SEBI (Listing Obligations and Disclosure Requirements) (Amendment) Regulations 2022. SEBI amends the Securities and Exchange Board of India (Listing Obligations and Disclosure Requirements) Regulations, 2015
SECURITIES AND EXCHANGE BOARD OF INDIA
NOTIFICATION
Mumbai, the 24th January, 2022
SECURITIES AND EXCHANGE BOARD OF INDIA (LISTING OBLIGATIONS AND DISCLOSURE REQUIREMENTS) (AMENDMENT) REGULATIONS, 2022
No. SEBI/LAD-NRO/GN/2022/66.—In exercise of the powers conferred by section 11, sub-section (2) of section 11A and section 30 of the Securities and Exchange Board of India Act, 1992 (15 of 1992) read with section 31 of the Securities Contracts (Regulation) Act, 1956 (42 of 1956), the Board hereby makes the following regulations to further amend the Securities and Exchange Board of India (Listing Obligations and Disclosure Requirements) Regulations, 2015, namely:-
1. These regulations may be called the Securities and Exchange Board of India (Listing Obligations and Disclosure Requirements)(Amendment) Regulations, 2022.
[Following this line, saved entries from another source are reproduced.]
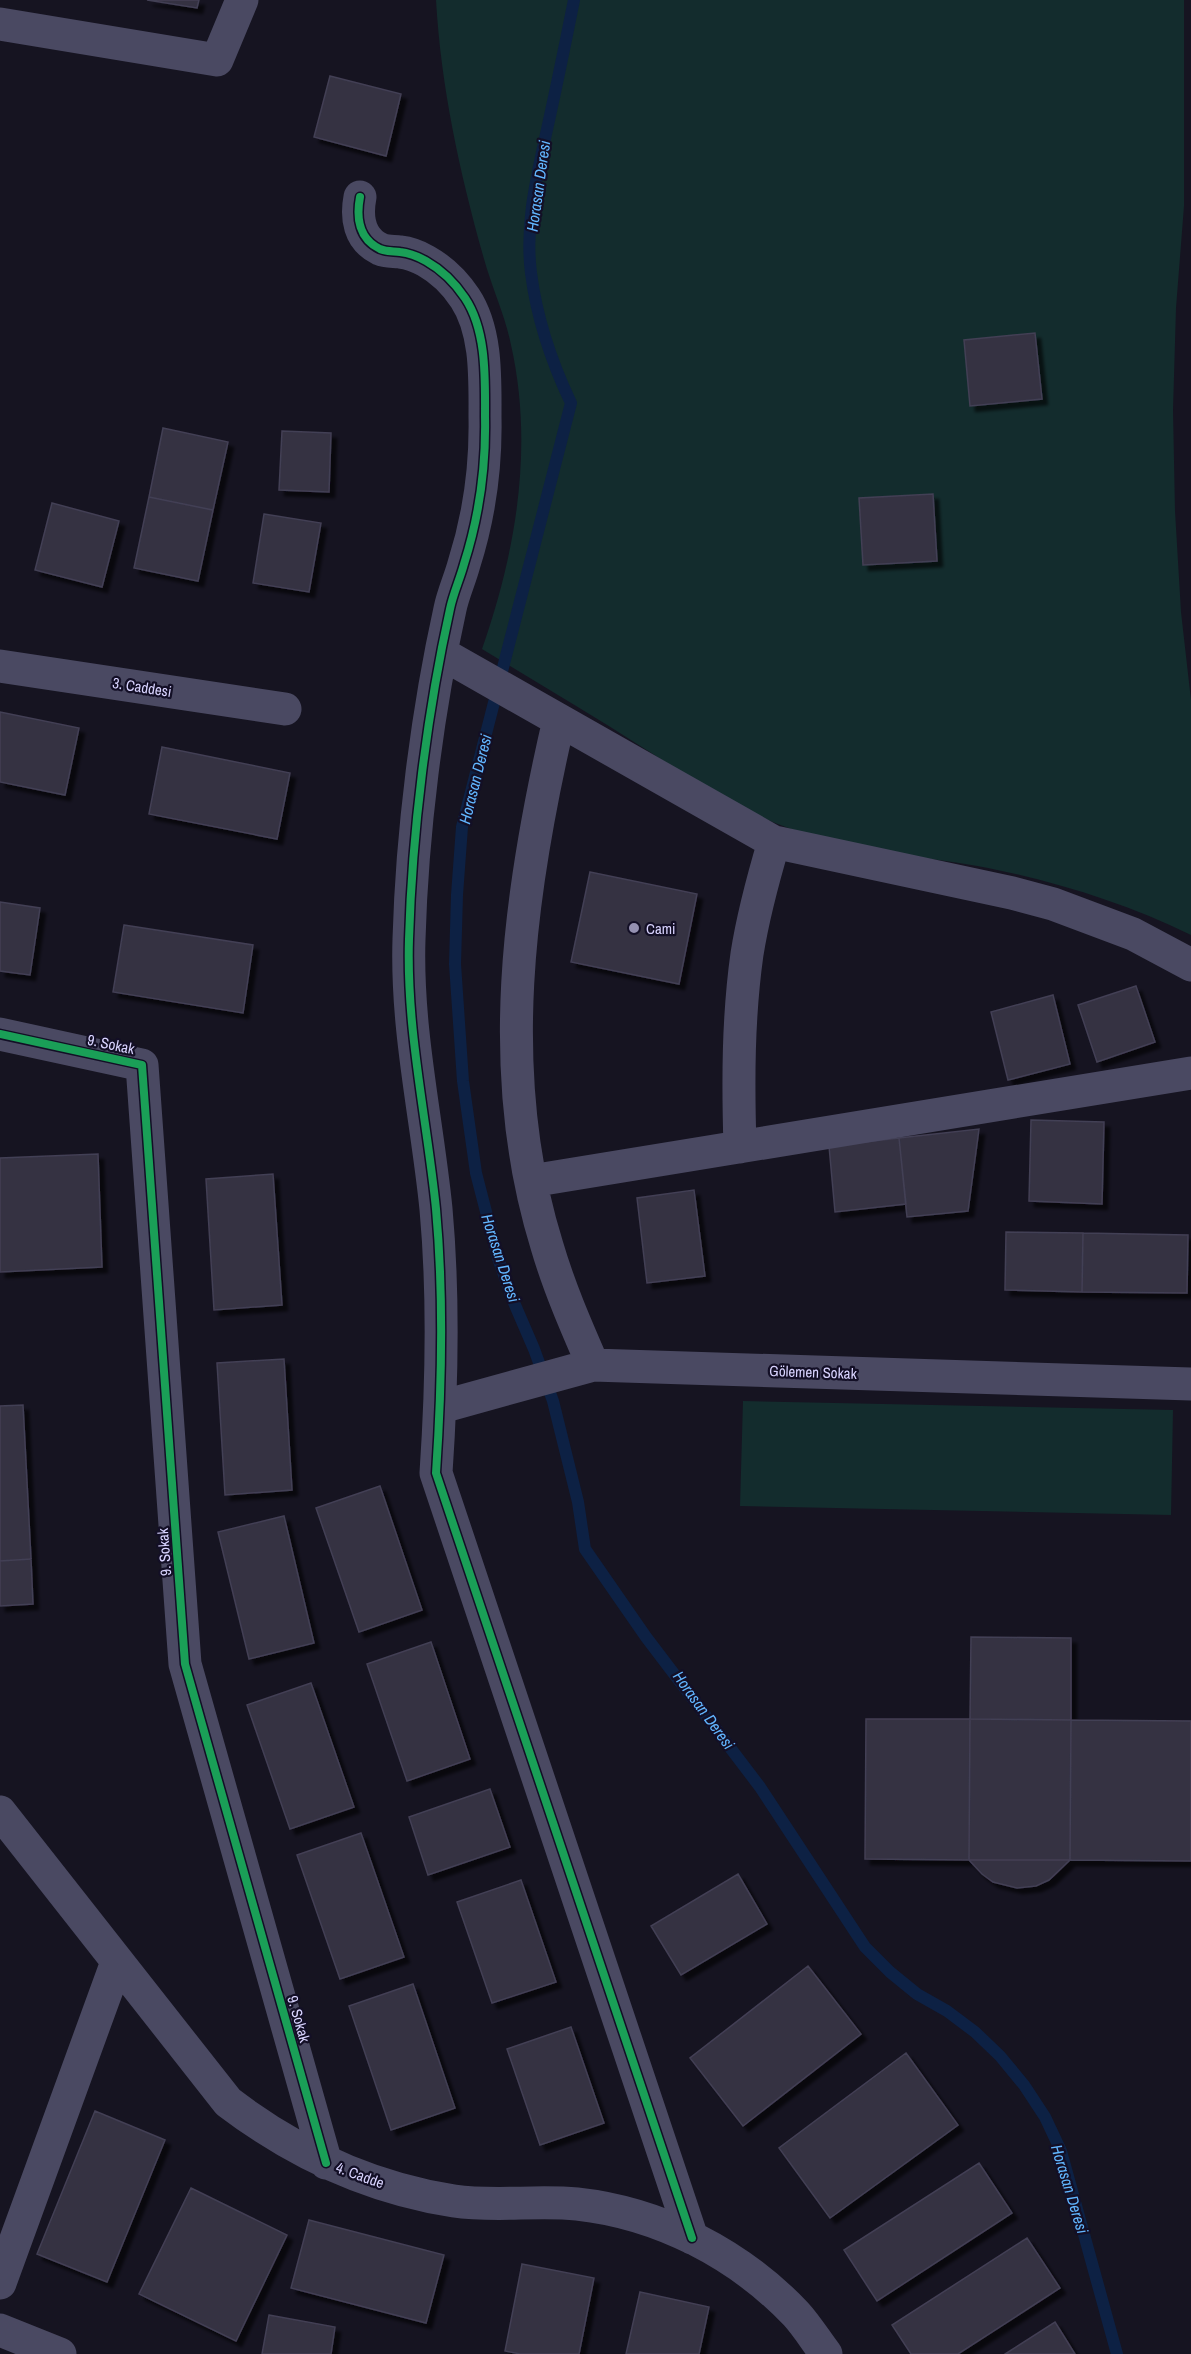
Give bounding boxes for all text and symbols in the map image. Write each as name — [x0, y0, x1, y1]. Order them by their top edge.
water label: Horasan Deresi — [521, 139, 555, 233]
street label: 3. Caddesi — [111, 672, 173, 702]
water label: Horasan Deresi — [453, 731, 497, 826]
place label: Cami — [646, 918, 675, 939]
marker: Cami — [627, 921, 641, 935]
street label: 9. Sokak — [85, 1029, 137, 1059]
water label: Horasan Deresi — [476, 1211, 526, 1305]
street label: Gölemen Sokak — [769, 1360, 858, 1384]
street label: 9. Sokak — [152, 1527, 176, 1577]
water label: Horasan Deresi — [668, 1666, 740, 1754]
street label: 9. Sokak — [282, 1993, 316, 2046]
water label: Horasan Deresi — [1046, 2142, 1094, 2236]
street label: 4. Cadde — [333, 2157, 387, 2193]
2. They shall come into force on the date of their publication in the Official Gazette.
3. In the Securities and Exchange Board of India (Listing Obligations and Disclosure Requirements) Regulations, 2015,-
I. in regulation 17,
(a) in sub-regulation (1C), after the words “Board of Directors” the words “or as a manager” shall be inserted.
(b) in sub-regulation (1C), the following provisos shall be inserted, namely, –
“Provided that the appointment or a re-appointment of a person, including as a managing director or a whole-time director or a manager, who was earlier rejected by the shareholders at a general meeting, shall be done only with the prior approval of the shareholders:
Provided further that the statement referred to under sub-section (1) of section 102 of the Companies Act, 2013, annexed to the notice to the shareholders, for considering the appointment or re-appointment of such a person earlier rejected by the shareholders shall contain a detailed explanation and justification by the Nomination and Remuneration Committee and the Board of directors for recommending such a person for appointment or re-appointment.”
II. in regulation 32, in sub-regulation (7), the words “an annual basis” shall be substituted with the words “a quarterly basis”.
III. In regulation 39, in sub-regulation (2), the word “issue” shall be substituted with the words “effect issuance of” and before the words “within a period” the words and symbol “, in dematerialised form” shall be inserted.
IV. In regulation 40,
(a) in sub-regulation (1), the existing proviso shall be substituted with the following, namely–
“Provided that requests for effecting transfer of securities shall not be processed unless the securities are held in the dematerialised form with a depository:
Provided further that transmission or transposition of securities held in physical or dematerialised form shall be effected only in dematerialised form.”
(b) in sub-regulation (3), in the first proviso, the words “for securities held in dematerialized mode and physical mode” and the words “and twenty one days respectively” shall be omitted.
V. In Schedule VI, in clause D, in sub-clause (1),
(a) the words and symbols “, or deliver the physical certificates after re-materialising the same, depending on what has been opted for by the allottee:” shall be omitted.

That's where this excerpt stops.